■ YOUR GOAL: Filter the records below for the word "ACCESO". Copy each line that holds it.

■ DATA TO PROCESS:
┄┄┄┄┄┄┄┄┄┄┄┄┄┄┄┄┄┄┄┄
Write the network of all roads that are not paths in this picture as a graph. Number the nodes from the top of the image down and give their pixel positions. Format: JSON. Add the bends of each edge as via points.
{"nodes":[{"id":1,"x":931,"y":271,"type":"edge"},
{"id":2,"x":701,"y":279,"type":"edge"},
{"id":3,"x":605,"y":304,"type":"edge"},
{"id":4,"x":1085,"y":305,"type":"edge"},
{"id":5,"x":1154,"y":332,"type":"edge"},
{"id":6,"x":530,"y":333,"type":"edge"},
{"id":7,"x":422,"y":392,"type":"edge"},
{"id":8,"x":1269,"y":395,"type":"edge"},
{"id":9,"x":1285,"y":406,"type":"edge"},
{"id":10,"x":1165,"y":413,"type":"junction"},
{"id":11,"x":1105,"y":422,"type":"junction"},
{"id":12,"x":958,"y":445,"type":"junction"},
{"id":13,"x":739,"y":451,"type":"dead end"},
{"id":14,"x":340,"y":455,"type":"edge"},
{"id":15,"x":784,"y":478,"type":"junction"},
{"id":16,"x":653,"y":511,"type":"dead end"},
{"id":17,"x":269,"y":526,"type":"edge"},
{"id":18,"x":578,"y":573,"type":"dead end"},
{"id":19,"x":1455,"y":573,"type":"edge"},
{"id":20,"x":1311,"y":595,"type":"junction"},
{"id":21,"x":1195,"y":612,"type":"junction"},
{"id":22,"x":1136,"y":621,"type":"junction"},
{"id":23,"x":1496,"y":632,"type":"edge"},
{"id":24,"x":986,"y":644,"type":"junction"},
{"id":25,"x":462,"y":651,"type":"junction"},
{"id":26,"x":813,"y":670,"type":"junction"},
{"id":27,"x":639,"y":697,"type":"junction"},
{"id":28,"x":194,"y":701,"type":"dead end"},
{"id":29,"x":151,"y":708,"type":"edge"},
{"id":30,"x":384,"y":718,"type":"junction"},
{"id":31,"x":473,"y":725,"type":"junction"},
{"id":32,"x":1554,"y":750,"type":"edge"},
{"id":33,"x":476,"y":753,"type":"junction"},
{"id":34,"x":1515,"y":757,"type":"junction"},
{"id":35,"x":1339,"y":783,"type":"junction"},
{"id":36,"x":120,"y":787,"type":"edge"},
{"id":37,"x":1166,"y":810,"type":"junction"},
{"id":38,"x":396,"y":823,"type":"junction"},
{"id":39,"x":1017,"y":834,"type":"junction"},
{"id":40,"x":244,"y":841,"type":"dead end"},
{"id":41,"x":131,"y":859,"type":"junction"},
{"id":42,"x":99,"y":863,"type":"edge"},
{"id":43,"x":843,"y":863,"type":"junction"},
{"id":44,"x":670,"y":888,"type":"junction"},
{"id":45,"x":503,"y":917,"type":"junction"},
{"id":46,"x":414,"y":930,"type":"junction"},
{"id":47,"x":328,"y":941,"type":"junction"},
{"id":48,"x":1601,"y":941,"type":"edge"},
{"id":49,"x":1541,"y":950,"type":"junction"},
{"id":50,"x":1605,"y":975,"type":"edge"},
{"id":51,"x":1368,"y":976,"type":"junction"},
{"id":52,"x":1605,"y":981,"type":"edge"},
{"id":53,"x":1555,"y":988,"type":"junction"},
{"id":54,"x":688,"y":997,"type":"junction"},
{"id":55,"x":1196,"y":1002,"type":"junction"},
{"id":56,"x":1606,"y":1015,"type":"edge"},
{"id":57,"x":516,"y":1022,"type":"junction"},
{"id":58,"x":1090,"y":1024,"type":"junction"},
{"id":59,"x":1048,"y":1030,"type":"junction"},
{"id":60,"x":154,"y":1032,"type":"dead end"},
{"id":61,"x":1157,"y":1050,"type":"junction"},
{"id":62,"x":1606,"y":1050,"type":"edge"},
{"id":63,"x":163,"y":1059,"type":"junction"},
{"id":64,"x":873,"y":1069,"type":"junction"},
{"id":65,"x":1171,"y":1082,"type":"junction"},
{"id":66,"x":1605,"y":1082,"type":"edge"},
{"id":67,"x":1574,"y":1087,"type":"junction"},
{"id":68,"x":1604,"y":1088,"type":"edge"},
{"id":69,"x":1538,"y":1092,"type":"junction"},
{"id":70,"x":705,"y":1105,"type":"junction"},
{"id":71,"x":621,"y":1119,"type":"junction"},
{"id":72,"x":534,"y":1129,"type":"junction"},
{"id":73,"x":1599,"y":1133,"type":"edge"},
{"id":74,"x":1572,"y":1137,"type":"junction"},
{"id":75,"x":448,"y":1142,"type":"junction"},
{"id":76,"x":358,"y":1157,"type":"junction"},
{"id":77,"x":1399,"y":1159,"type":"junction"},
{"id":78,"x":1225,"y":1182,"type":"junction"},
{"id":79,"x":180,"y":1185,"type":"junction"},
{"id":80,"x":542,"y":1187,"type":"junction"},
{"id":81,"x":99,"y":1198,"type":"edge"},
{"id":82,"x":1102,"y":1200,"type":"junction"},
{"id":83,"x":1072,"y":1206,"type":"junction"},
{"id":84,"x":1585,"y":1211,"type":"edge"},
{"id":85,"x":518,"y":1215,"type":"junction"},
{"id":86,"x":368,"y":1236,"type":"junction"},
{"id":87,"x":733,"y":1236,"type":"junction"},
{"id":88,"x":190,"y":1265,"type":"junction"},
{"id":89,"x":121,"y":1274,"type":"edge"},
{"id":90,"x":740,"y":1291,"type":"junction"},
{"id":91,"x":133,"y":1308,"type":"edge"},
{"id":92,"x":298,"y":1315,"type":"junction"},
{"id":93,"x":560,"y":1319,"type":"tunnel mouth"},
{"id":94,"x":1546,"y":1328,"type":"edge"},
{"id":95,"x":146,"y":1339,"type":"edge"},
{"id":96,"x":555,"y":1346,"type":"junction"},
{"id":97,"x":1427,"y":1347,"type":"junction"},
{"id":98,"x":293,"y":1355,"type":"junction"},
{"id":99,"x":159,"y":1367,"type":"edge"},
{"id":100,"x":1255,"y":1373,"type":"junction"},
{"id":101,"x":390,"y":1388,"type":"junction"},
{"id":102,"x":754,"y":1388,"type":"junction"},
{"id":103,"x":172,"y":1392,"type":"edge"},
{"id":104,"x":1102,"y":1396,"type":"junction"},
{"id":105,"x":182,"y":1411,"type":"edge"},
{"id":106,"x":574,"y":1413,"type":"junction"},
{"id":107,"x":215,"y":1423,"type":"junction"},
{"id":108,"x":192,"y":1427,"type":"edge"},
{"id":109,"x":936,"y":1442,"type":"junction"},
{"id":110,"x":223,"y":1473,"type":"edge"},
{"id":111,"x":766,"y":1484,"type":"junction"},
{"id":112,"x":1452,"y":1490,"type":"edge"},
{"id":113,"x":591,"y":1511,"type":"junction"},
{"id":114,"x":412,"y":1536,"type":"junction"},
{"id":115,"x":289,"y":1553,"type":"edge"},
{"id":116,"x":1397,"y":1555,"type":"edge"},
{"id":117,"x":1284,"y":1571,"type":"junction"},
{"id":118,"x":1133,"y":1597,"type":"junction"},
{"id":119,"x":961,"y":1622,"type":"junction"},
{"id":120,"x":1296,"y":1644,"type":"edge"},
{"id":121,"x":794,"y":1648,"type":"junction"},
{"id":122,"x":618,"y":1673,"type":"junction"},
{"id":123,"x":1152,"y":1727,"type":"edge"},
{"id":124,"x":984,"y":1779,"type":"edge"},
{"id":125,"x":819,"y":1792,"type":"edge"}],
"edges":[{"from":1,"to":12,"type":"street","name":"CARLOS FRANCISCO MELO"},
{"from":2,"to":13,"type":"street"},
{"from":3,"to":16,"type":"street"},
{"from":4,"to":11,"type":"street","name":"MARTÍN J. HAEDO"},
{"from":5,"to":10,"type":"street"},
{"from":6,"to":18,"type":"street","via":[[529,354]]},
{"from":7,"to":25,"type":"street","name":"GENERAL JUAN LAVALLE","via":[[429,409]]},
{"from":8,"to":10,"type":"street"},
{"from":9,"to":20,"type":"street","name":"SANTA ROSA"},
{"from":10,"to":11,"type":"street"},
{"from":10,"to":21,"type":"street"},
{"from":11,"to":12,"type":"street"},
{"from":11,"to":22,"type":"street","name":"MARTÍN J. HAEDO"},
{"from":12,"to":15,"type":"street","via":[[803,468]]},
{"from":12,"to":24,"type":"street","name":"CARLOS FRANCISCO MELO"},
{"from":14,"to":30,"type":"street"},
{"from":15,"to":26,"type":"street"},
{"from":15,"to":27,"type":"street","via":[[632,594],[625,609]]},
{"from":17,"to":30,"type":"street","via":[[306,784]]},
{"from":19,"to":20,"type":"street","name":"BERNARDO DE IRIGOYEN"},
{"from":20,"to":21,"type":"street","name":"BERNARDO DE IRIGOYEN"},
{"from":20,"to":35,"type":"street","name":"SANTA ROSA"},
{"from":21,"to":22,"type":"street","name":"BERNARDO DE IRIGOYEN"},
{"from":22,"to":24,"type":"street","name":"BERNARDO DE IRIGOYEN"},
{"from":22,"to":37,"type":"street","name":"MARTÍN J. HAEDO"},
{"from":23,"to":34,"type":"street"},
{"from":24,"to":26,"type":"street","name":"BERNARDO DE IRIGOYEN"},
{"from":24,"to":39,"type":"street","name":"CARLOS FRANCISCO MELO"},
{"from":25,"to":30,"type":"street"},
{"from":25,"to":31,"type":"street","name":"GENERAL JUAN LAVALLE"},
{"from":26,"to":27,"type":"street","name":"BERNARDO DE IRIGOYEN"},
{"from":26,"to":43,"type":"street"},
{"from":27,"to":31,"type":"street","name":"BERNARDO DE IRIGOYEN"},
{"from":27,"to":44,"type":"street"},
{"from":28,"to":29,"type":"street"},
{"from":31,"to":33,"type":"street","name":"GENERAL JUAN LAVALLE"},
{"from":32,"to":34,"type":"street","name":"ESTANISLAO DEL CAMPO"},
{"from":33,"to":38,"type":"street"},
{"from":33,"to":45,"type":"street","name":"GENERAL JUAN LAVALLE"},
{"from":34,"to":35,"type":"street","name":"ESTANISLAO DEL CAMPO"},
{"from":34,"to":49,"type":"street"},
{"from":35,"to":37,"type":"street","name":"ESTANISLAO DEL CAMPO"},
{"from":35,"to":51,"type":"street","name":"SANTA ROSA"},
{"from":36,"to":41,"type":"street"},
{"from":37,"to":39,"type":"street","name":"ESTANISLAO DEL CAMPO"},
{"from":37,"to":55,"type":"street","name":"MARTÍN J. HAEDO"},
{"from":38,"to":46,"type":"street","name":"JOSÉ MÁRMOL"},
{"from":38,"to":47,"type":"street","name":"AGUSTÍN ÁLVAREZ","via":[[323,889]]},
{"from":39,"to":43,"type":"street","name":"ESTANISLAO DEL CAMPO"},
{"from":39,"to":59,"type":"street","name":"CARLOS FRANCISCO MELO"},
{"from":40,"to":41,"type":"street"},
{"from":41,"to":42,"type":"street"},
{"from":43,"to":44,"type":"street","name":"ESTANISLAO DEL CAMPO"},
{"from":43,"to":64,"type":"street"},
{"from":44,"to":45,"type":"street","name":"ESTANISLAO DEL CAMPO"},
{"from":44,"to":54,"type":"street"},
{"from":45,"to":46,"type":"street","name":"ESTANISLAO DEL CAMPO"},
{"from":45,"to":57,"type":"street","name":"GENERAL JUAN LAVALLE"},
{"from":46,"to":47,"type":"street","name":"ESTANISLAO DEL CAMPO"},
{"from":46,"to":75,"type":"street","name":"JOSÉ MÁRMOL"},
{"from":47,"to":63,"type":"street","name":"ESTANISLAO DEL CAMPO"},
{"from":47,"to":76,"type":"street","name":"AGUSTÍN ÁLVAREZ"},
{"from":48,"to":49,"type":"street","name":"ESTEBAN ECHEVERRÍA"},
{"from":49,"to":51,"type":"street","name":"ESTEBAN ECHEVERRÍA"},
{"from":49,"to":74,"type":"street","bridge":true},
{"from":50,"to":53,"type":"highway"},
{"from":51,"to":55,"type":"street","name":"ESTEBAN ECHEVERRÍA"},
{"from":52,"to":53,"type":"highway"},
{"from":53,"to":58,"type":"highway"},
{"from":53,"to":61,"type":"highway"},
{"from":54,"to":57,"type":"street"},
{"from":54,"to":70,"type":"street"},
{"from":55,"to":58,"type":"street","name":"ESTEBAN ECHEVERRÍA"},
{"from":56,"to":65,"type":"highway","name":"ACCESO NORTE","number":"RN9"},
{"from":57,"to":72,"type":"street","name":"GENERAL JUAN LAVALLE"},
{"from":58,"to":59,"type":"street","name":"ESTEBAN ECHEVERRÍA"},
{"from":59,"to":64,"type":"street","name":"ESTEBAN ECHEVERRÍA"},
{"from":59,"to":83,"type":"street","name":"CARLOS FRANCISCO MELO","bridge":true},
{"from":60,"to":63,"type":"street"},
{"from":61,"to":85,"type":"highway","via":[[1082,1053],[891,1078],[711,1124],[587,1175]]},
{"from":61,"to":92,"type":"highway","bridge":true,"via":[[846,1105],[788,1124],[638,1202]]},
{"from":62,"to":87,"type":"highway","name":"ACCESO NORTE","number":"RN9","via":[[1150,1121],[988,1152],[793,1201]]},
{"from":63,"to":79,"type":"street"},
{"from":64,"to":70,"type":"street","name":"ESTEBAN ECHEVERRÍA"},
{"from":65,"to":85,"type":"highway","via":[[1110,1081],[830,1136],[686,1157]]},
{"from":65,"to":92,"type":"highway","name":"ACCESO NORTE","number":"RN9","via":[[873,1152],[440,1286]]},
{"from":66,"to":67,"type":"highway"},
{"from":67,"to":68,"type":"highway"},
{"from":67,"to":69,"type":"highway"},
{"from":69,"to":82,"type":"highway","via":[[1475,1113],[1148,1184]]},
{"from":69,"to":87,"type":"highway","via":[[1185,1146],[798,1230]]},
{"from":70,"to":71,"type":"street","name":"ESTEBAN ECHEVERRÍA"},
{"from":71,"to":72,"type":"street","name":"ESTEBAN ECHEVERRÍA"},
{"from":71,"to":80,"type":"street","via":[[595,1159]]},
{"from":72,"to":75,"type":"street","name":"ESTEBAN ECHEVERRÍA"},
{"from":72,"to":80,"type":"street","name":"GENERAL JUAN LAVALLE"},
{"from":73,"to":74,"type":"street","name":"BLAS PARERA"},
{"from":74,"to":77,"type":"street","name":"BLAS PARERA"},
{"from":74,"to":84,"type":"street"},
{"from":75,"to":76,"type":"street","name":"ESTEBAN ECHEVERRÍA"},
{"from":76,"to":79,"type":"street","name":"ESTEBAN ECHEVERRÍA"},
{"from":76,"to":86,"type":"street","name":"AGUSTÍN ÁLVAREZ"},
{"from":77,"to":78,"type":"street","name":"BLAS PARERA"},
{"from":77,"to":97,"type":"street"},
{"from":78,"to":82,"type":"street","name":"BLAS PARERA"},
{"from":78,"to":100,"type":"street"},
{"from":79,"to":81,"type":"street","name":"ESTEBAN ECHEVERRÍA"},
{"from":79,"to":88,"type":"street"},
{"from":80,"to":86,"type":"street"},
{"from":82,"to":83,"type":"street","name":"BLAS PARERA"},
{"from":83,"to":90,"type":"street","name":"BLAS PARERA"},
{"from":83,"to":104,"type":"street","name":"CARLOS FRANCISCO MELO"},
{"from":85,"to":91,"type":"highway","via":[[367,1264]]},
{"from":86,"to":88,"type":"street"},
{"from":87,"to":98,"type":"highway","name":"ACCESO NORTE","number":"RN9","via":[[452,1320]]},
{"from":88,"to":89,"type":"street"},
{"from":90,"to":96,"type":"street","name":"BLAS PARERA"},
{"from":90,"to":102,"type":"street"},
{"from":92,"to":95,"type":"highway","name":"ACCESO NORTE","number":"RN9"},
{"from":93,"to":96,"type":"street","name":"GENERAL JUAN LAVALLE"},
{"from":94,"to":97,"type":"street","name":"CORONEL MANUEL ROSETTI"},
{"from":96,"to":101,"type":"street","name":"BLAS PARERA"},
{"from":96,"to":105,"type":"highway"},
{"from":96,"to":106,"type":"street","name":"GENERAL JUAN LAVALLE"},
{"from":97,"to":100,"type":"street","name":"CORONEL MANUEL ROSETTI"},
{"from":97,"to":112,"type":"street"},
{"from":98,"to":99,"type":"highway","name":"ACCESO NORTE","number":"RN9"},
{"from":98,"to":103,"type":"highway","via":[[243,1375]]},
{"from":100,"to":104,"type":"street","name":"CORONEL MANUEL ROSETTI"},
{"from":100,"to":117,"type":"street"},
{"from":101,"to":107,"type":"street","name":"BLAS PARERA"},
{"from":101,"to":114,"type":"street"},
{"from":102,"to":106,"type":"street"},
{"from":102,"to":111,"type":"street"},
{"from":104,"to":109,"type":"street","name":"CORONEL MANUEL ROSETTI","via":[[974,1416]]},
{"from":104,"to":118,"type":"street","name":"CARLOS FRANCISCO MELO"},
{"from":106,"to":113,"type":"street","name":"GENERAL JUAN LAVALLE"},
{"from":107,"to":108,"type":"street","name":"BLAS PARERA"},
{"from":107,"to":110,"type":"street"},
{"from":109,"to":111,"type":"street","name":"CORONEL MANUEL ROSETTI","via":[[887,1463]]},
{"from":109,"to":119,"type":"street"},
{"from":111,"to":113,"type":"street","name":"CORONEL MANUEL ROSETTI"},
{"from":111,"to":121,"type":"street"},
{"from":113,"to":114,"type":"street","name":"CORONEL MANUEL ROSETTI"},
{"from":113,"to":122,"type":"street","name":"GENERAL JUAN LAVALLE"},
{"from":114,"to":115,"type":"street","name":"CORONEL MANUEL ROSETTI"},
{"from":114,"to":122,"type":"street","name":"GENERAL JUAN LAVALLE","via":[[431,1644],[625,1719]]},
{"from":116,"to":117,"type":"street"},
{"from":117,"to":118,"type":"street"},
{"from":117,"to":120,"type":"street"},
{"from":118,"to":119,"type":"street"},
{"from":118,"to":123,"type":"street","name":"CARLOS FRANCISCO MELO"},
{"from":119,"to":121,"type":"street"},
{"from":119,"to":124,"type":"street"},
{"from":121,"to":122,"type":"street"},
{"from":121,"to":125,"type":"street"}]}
┄┄┄┄┄┄┄┄┄┄┄┄┄┄┄┄┄┄┄┄
■ ANSWER SPACE:
{"from":56,"to":65,"type":"highway","name":"ACCESO NORTE","number":"RN9"},
{"from":62,"to":87,"type":"highway","name":"ACCESO NORTE","number":"RN9","via":[[1150,1121],[988,1152],[793,1201]]},
{"from":65,"to":92,"type":"highway","name":"ACCESO NORTE","number":"RN9","via":[[873,1152],[440,1286]]},
{"from":87,"to":98,"type":"highway","name":"ACCESO NORTE","number":"RN9","via":[[452,1320]]},
{"from":92,"to":95,"type":"highway","name":"ACCESO NORTE","number":"RN9"},
{"from":98,"to":99,"type":"highway","name":"ACCESO NORTE","number":"RN9"},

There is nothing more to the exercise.